**TASK GOAL:** Filter the entries for the word "main". Copy each line in which it occurs.

**EXTRACTED INFORMATION:**
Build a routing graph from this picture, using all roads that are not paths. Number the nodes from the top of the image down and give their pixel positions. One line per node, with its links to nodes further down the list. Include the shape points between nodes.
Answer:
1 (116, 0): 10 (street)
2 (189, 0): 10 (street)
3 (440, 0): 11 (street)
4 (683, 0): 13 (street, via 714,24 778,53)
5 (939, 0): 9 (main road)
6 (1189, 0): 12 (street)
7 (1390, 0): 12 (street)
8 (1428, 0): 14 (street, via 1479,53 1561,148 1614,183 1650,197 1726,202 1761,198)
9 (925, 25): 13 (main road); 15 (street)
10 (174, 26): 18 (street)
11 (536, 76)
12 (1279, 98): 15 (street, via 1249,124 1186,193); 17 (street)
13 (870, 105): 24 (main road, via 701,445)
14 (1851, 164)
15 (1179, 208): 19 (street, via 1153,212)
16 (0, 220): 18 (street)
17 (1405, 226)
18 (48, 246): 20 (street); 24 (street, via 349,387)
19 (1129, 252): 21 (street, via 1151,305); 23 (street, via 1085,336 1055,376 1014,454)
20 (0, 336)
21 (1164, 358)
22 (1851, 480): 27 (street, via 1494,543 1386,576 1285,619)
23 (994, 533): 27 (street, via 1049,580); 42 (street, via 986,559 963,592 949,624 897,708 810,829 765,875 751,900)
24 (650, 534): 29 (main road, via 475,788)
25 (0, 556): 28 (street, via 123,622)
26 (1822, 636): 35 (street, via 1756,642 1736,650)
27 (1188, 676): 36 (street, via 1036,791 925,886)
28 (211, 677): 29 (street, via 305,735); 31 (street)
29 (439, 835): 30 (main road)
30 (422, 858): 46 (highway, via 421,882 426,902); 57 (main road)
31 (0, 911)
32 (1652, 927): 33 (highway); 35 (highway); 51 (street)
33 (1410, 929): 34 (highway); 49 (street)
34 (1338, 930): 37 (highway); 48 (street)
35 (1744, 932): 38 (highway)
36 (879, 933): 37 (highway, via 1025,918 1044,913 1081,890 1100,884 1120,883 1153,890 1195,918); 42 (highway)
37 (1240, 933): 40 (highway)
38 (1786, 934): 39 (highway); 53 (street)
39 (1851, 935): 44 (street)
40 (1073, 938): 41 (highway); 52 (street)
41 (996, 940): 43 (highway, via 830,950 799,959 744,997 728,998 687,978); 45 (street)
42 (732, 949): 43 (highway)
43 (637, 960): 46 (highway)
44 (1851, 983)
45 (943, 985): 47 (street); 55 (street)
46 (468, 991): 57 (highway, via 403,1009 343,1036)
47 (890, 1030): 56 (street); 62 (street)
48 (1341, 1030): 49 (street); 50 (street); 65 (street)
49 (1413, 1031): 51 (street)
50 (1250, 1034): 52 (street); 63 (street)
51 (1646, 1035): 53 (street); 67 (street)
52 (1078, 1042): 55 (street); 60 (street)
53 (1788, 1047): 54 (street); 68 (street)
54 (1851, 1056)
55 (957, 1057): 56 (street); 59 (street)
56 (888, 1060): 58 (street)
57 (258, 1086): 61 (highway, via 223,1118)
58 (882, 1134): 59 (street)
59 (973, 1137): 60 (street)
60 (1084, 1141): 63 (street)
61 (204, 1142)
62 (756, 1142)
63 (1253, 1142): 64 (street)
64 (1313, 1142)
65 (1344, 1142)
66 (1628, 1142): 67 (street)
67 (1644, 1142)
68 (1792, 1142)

**ANSWER TO THIS PROBLEM:**
5 (939, 0): 9 (main road)
9 (925, 25): 13 (main road); 15 (street)
13 (870, 105): 24 (main road, via 701,445)
24 (650, 534): 29 (main road, via 475,788)
29 (439, 835): 30 (main road)
30 (422, 858): 46 (highway, via 421,882 426,902); 57 (main road)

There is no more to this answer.